:: Exercise data ::

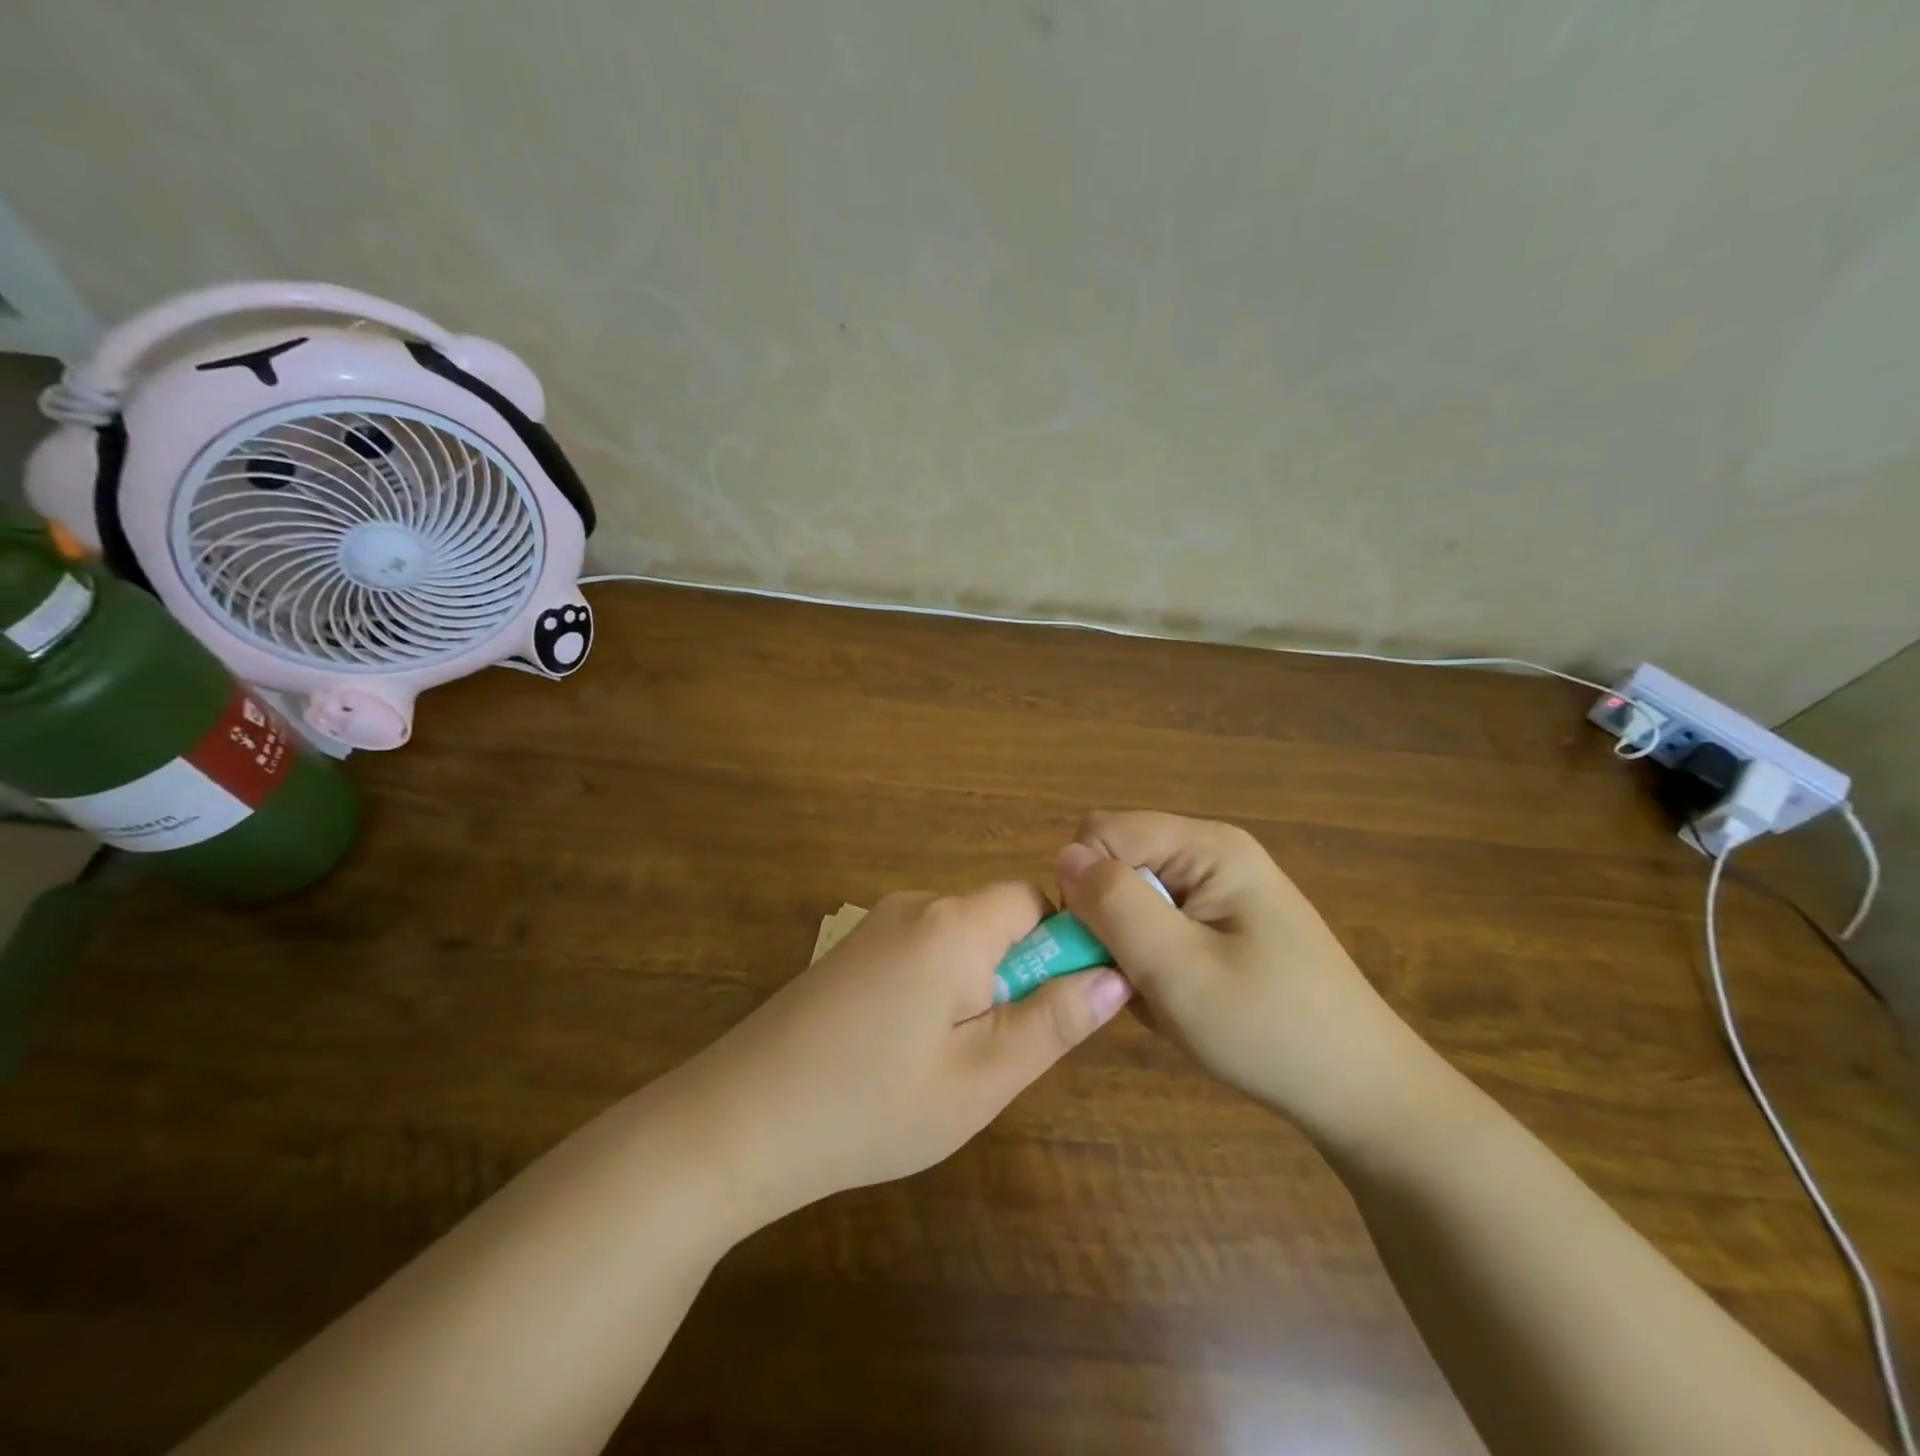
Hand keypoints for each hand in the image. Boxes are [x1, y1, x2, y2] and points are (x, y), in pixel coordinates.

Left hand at [682, 883, 1132, 1223]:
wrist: (739, 1120)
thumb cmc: (873, 1105)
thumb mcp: (982, 1077)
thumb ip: (1054, 1020)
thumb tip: (1115, 975)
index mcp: (954, 923)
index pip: (1037, 901)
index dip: (1063, 946)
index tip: (1057, 1010)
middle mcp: (916, 905)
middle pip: (997, 920)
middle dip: (1016, 977)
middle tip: (995, 1054)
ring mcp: (877, 925)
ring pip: (960, 942)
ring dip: (976, 989)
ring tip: (947, 1063)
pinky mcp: (852, 951)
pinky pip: (922, 953)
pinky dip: (937, 991)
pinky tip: (905, 1052)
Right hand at [1056, 811, 1436, 1146]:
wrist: (1362, 1093)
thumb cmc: (1270, 1031)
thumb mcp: (1179, 970)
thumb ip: (1115, 905)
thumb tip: (1065, 855)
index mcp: (1207, 847)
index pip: (1101, 833)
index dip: (1087, 887)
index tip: (1107, 948)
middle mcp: (1213, 852)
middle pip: (1118, 863)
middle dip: (1111, 922)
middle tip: (1140, 980)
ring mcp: (1223, 887)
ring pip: (1134, 899)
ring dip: (1133, 948)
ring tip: (1168, 996)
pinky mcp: (1228, 920)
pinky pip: (1162, 924)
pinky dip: (1156, 961)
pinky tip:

:::

Exercise instructions:
Reproduce, character for character, only the lines of the preceding data that start at the line with "wrist: (1362, 1093)" and end at the line with "pinky mcp: (1228, 920)", both included.

Result for this task:
wrist: (1362, 1093)
thumb cmc: (1270, 1031)
thumb mcp: (1179, 970)
thumb ip: (1115, 905)
thumb tip: (1065, 855)
index mcp: (1207, 847)
index pip: (1101, 833)
index dip: (1087, 887)
index tip: (1107, 948)
middle mcp: (1213, 852)
middle pip: (1118, 863)
middle dip: (1111, 922)
middle tip: (1140, 980)
ring mcp: (1223, 887)
ring pip: (1134, 899)
ring dip: (1133, 948)
ring tip: (1168, 996)
pinky mcp: (1228, 920)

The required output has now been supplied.